Pahres, Germany – Beer has been brewed at the private owned brewery Hofmann for over 350 years. The owners of the family business located at the Franconian town of Pahres, Germany, finally laid the foundation stone for a new brewery some time ago. One of the first steps towards modernization was taken in 2000 when a new building for a logistics center was erected a few hundred meters away from the old site – a state-of-the-art bottling plant is now situated there as well as a large warehouse and the administration department. The old production site with the brewery and the fermenting and storage cellar and the new bottling plant were connected by a beer pipeline. However, fast-growing production figures meant that a comprehensive new brewery building was required. This was built at the new location on the area behind the logistics center in 2016.
In collaboration with the Hofmann brewery, Esau & Hueber GmbH was responsible for the overall concept and technical planning of the new brewery right to its approval.
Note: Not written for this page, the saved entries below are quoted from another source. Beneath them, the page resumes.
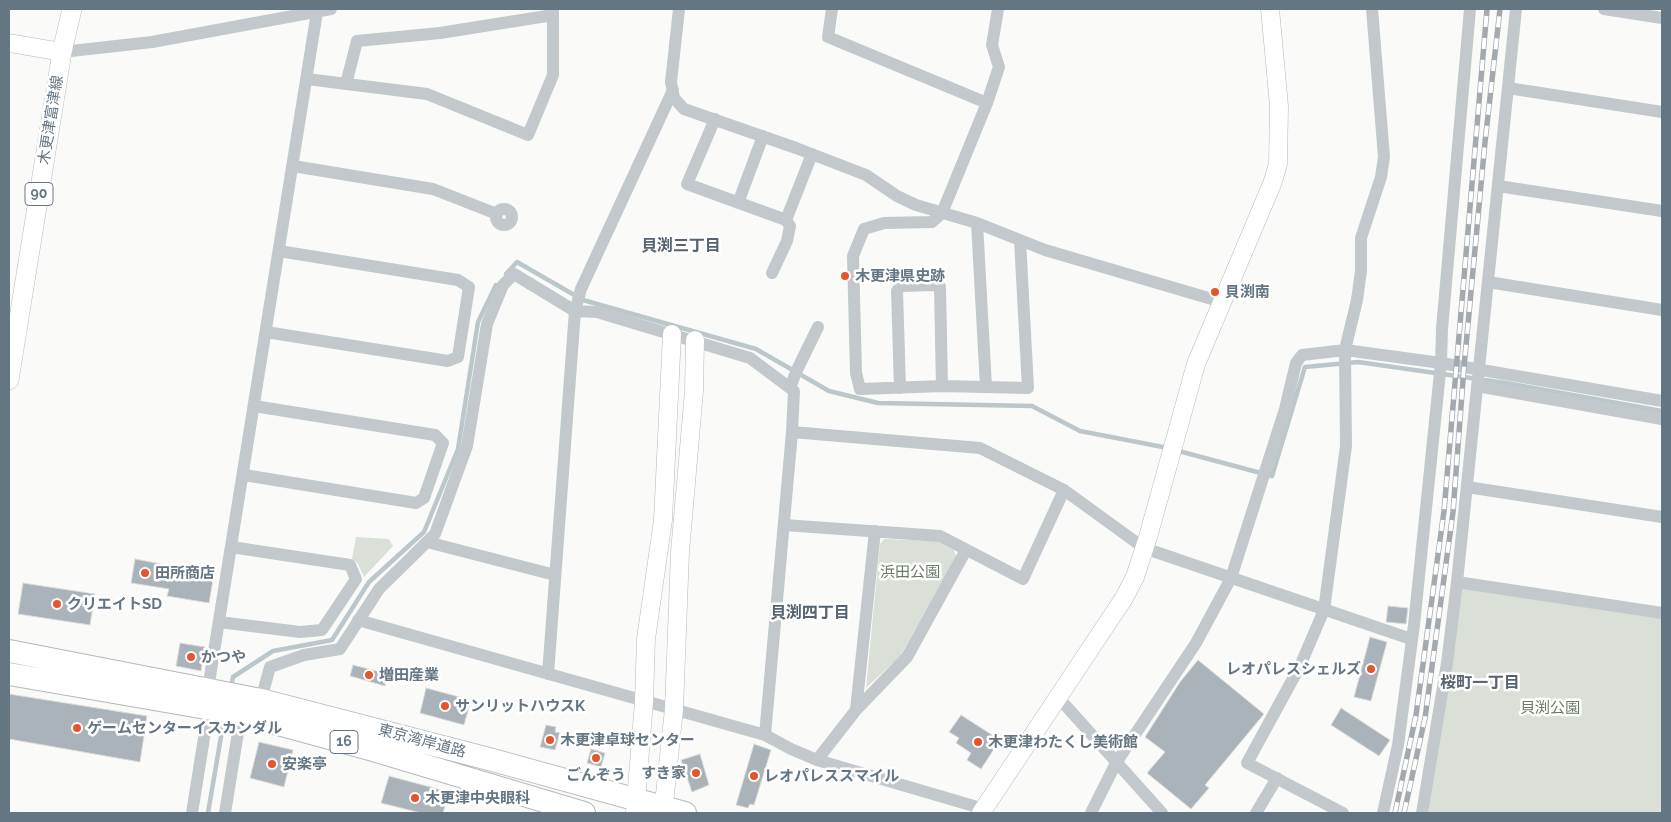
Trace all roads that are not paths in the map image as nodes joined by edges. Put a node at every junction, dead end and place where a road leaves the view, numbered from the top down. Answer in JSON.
{"nodes":[{"id":1,"x":72,"y":9,"type":"edge"},
{"id":2,"x":331,"y":9,"type":"edge"},
{"id":3,"x":679,"y":9,"type":"edge"},
{"id":4,"x":832,"y":9,"type":"edge"},
{"id":5,"x":998,"y":9,"type":"edge"},
{"id":6,"x":1270,"y":9,"type":"edge"},
{"id":7,"x":1372,"y":9,"type":"edge"},
{"id":8,"x":1470,"y":9,"type":"edge"},
{"id":9,"x":1516,"y":9,"type":"edge"},
{"id":10,"x":1604,"y":9,"type":"edge"},
{"id":11,"x":317,"y":12,"type":"junction"},
{"id":12,"x":553,"y":12,"type":"edge"},
{"id":13,"x":1662,"y":18,"type":"edge"},
{"id":14,"x":9,"y":43,"type":"edge"},
{"id":15,"x":62,"y":52,"type":"junction"},
{"id":16,"x":307,"y":78,"type":"junction"},
{"id":17,"x":346,"y":84,"type":"junction"},
{"id":18,"x":1508,"y":88,"type":"junction"},
{"id":19,"x":673,"y":90,"type":"junction"},
{"id":20,"x":988,"y":103,"type":"junction"},
{"id":21,"x":1662,"y":112,"type":"edge"},
{"id":22,"x":714,"y":119,"type":"junction"},
{"id":23,"x":763,"y":136,"type":"junction"},
{"id":24,"x":812,"y":154,"type":"junction"},
{"id":25,"x":293,"y":166,"type":"junction"},
{"id":26,"x":1498,"y":186,"type":"junction"},
{"id":27,"x":738,"y":203,"type":"junction"},
{"id":28,"x":1662,"y":211,"type":"edge"},
{"id":29,"x":942,"y":213,"type":"junction"},
{"id":30,"x":497,"y":214,"type":"dead end"},
{"id":31,"x":786,"y":220,"type":"junction"},
{"id":32,"x":978,"y":223,"type":"junction"},
{"id":33,"x":1020,"y":240,"type":"junction"},
{"id":34,"x":279,"y":251,"type":"junction"},
{"id":35,"x":772,"y":273,"type":"dead end"},
{"id":36,"x":1488,"y":282,"type":"junction"},
{"id":37,"x":1222,"y":302,"type":"junction"},
{"id":38,"x":1662,"y":310,"type":"edge"},
{"id":39,"x":575,"y":311,"type":"junction"},
{"id":40,"x":818,"y":327,"type":"dead end"},
{"id":41,"x":266,"y":332,"type":"junction"},
{"id":42,"x":672,"y":334,"type":"junction"},
{"id":43,"x":695,"y":340,"type":"junction"},
{"id":44,"x":1344,"y":350,"type":"junction"},
{"id":45,"x":1440,"y":363,"type":"junction"},
{"id":46,"x":1479,"y":370,"type":"junction"},
{"id":47,"x":9,"y":380,"type":"edge"},
{"id":48,"x":942,"y":386,"type":"junction"},
{"id":49,"x":1477,"y":386,"type":"junction"},
{"id":50,"x":986,"y":387,"type":"junction"},
{"id":51,"x":790,"y":388,"type":"junction"},
{"id":52,"x":900,"y":388,"type":"junction"},
{"id":53,"x":1662,"y":401,"type":"edge"},
{"id":54,"x":254,"y":406,"type":"junction"},
{"id":55,"x":1662,"y":419,"type":"edge"},
{"id":56,"x":792,"y":432,"type":"junction"},
{"id":57,"x":244,"y":475,"type":"junction"},
{"id":58,"x":1467,"y":487,"type":"junction"},
{"id":59,"x":1064,"y":490,"type":"junction"},
{"id":60,"x":1662,"y":518,"type":"edge"},
{"id":61,"x":784,"y":525,"type":"junction"},
{"id":62,"x":875,"y":531,"type":"junction"},
{"id":63,"x":427,"y":542,"type":"junction"},
{"id":64,"x":231,"y":547,"type":"junction"},
{"id":65,"x":1144,"y":548,"type":"junction"},
{"id":66,"x":966,"y":550,"type":"junction"},
{"id":67,"x":555,"y":575,"type":"junction"},
{"id":68,"x":1231,"y":578,"type":"junction"},
{"id":69,"x":1457,"y":582,"type":"junction"},
{"id":70,"x":1324,"y":610,"type":"junction"},
{"id":71,"x":1662,"y":613,"type":"edge"},
{"id":72,"x":358,"y":620,"type":"junction"},
{"id":73,"x":219,"y":622,"type":"junction"},
{"id":74,"x":1411,"y":639,"type":"junction"},
{"id":75,"x":9,"y":651,"type":"edge"},
{"id":76,"x":9,"y":674,"type":"edge"},
{"id":77,"x":548,"y":674,"type":"junction"},
{"id":78,"x":1058,"y":697,"type":"junction"},
{"id":79,"x":209,"y":698,"type":"junction"},
{"id":80,"x":261,"y":700,"type":"junction"},
{"id":81,"x":644,"y":701,"type":"junction"},
{"id":82,"x":674,"y":709,"type":"junction"},
{"id":83,"x":856,"y":710,"type":"junction"},
{"id":84,"x":241,"y":714,"type":"junction"},
{"id":85,"x":765,"y":735,"type":"junction"},
{"id":86,"x":817,"y":760,"type":"junction"},
{"id":87,"x":1116,"y":762,"type":"junction"},
{"id":88,"x":1277,"y":778,"type":"junction"},
{"id":89,"x":636,"y":807,"type":"edge"},
{"id":90,"x":663,"y":810,"type":"edge"},
{"id":91,"x":982,"y":811,"type":"edge"},
{"id":92,"x":192,"y":813,"type":"edge"},
{"id":93,"x":225,"y":813,"type":"edge"},
{"id":94,"x":584,"y":813,"type":"edge"},
{"id":95,"x":685,"y":813,"type":"edge"},
{"id":96,"x":1091,"y":813,"type":"edge"},
{"id":97,"x":1162,"y":813,"type":"edge"},
{"id":98,"x":1256,"y":813,"type":"edge"},
{"id":99,"x":1343,"y":813,"type":"edge"},
{"id":100,"x":1383,"y":813,"type":"edge"},
{"id":101,"x":1422,"y":813,"type":"edge"}],
"edges":[{"from":1,"to":15,"type":"main road","name":"木更津富津線","number":"90"},
{"from":2,"to":11,"type":"street"},
{"from":3,"to":19,"type":"street"},
{"from":4,"to":20,"type":"street"},
{"from":5,"to":20,"type":"street"},
{"from":6,"to":37,"type":"street"},
{"from":7,"to":44,"type":"street"},
{"from":8,"to":45,"type":"street"},
{"from":9,"to":18,"type":"street"},
{"from":10,"to":13,"type":"street"},
{"from":11,"to":15,"type":"street"},
{"from":11,"to":16,"type":"street"},
{"from":12,"to":17,"type":"street"},
{"from":12,"to":17,"type":"street"},
{"from":14,"to":15,"type":"street"},
{"from":15,"to":47,"type":"main road","name":"木更津富津線","number":"90"},
{"from":16,"to":17,"type":"street"},
{"from":16,"to":25,"type":"street"},
{"from":18,"to":21,"type":"street"},
{"from":18,"to":26,"type":"street"},
{"from":19,"to":22,"type":"street"},
{"from":19,"to":39,"type":"street"},
{"from":20,"to":29,"type":"street"},
{"from":22,"to":23,"type":"street"},
{"from":22,"to":27,"type":"street"},
{"from":23,"to":24,"type":"street"},
{"from":23,"to":27,"type":"street"},
{"from":24,"to":29,"type":"street"},
{"from":24,"to":31,"type":"street"},
{"from":25,"to":30,"type":"street"},
{"from":25,"to":34,"type":"street"},
{"from":26,"to":28,"type":"street"},
{"from":26,"to":36,"type":"street"},
{"from":27,"to":31,"type":"street"},
{"from":29,"to":32,"type":"street"},
{"from":29,"to":52,"type":"street"},
{"from":31,"to":35,"type":"street"},
{"from":32,"to":33,"type":"street"},
{"from":32,"to":50,"type":"street"},
{"from":33,"to":37,"type":"street"},
{"from":33,"to":50,"type":"street"},
{"from":34,"to":41,"type":"street"},
{"from":34,"to":41,"type":"street"},
{"from":36,"to":38,"type":"street"},
{"from":36,"to":46,"type":"street"},
{"from":37,"to":65,"type":"street"},
{"from":39,"to":42,"type":"street"},
{"from":39,"to":63,"type":"street"},
{"from":39,"to":67,"type":"street"},
{"from":40,"to":51,"type":"street"},
{"from":41,"to":54,"type":"street"},
{"from":42,"to":43,"type":"street"},
{"from":42,"to":81,"type":"street"},
{"from":43,"to":51,"type":"street"},
{"from":43,"to":82,"type":"street"},
{"from":44,"to":45,"type":"street"},
{"from":44,"to":68,"type":"street"},
{"from":44,"to":70,"type":"street"},
{"from":45,"to":46,"type":"street"},
{"from":45,"to":74,"type":"street"},
{"from":46,"to":49,"type":"street"},
{"from":46,"to":53,"type":"street"},
{"from":48,"to":50,"type":"street"},
{"from":48,"to":52,"type":"street"},
{"from":48,"to":52,"type":"street"},
{"from":49,"to":55,"type":"street"},
{"from":49,"to":58,"type":"street"},
{"from":51,"to":56,"type":"street"},
{"from":54,"to":57,"type":"street"},
{"from":54,"to":57,"type":"street"},
{"from":56,"to":59,"type":"street"},
{"from":56,"to":61,"type":"street"},
{"from":57,"to":64,"type":"street"},
{"from":58,"to":60,"type":"street"},
{"from":58,"to":69,"type":"street"},
{"from":59,"to":65,"type":"street"},
{"from":59,"to":66,"type":"street"},
{"from":61,"to":62,"type":"street"},
{"from":61,"to":85,"type":"street"},
{"from":62,"to":66,"type":"street"},
{"from":62,"to":83,"type":"street"},
{"from":63,"to":67,"type":"street"},
{"from":63,"to":72,"type":"street"},
{"from":64,"to":73,"type":"street"},
{"from":64,"to":73,"type":"street"},
{"from":65,"to":68,"type":"street"},
{"from":65,"to":78,"type":"street"},
{"from":66,"to":83,"type":"street"},
{"from":67,"to":77,"type":"street"},
{"from":68,"to":70,"type":"street"},
{"from":68,"to":87,"type":"street"},
{"from":69,"to":71,"type":"street"},
{"from":69,"to":101,"type":"street"},
{"from":70,"to":74,"type":"street"},
{"from":70,"to":88,"type":"street"},
{"from":72,"to":77,"type":"street"},
{"from":72,"to":80,"type":"street"},
{"from":73,"to":79,"type":"street"},
{"from":74,"to":100,"type":"street"},
{"from":75,"to":79,"type":"highway","name":"東京湾岸道路","number":"16"},
{"from":76,"to":79,"type":"highway","name":"東京湾岸道路","number":"16"},
{"from":77,"to":81,"type":"street"},
{"from":78,"to":87,"type":"street"},
{"from":78,"to":91,"type":"street"},
{"from":79,"to":80,"type":"highway","name":"東京湾岸道路","number":"16"},
{"from":79,"to":84,"type":"highway","name":"東京湾岸道路","number":"16"},
{"from":79,"to":92,"type":"street"},
{"from":80,"to":89,"type":"highway","name":"東京湾岸道路","number":"16"},
{"from":81,"to":82,"type":"street"},
{"from":81,"to":89,"type":"street"},
{"from":82,"to":85,"type":"street"},
{"from":82,"to":90,"type":"street"},
{"from":83,"to":86,"type":"street"},
{"from":84,"to":93,"type":"street"},
{"from":84,"to":94,"type":"highway","name":"東京湾岸道路","number":"16"},
{"from":85,"to":86,"type":"street"},
{"from":86,"to":91,"type":"street"},
{"from":87,"to":96,"type":"street"},
{"from":87,"to":97,"type":"street"},
{"from":88,"to":98,"type":"street"},
{"from":88,"to":99,"type":"street"},
{"from":89,"to":90,"type":"highway","name":"東京湾岸道路","number":"16"},
{"from":90,"to":95,"type":"highway","name":"東京湾岸道路","number":"16"}]}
The plans were supervised by the Association of Private Breweries in Bavaria (Verband Private Brauereien Bayern e.V.). The malt silos, malt handling, brewery, fermenting and storage cellar, pressure tank cellar, filtration, bottling (supply lines were provided in an underground tunnel) as well as the CIP facilities all had to be taken into account.
The new brewery – a five-vessel brewery with a production quantity of 70 hl – is designed to produce more than 100,000 hl per year, with the possibility of increasing production to 150,000 hl per year. It consists of a mash container, a lauter tun, a supply tank, a wort kettle with external boiler as well as a whirlpool. The entire technology of the brewery including all the drives, pumps, the complete product and water piping, the external boiler, a quadruple hops feeder and the entire steam pipe system including all fittings is installed beneath the show floor area.
Using modern brewery technology, the private brewery Hofmann is able to brew up to ten batches a day. This increase in capacity enables a high level of planning security, particularly during periods of high production. Despite the change from the directly heated wort kettle in the old brewery to an external boiler in the new facility, the preservation of traditional beer flavors remained always paramount. This can be efficiently achieved by the variable adjustment of the steam pressure on the mash pan and the external boiler.
"All of the new facilities have proven themselves within the first few months", reports Hans Nerb, brewing technology sales department at Esau & Hueber. "The personnel costs and maintenance efforts were considerably reduced, we saved energy and optimized the quality of the wort."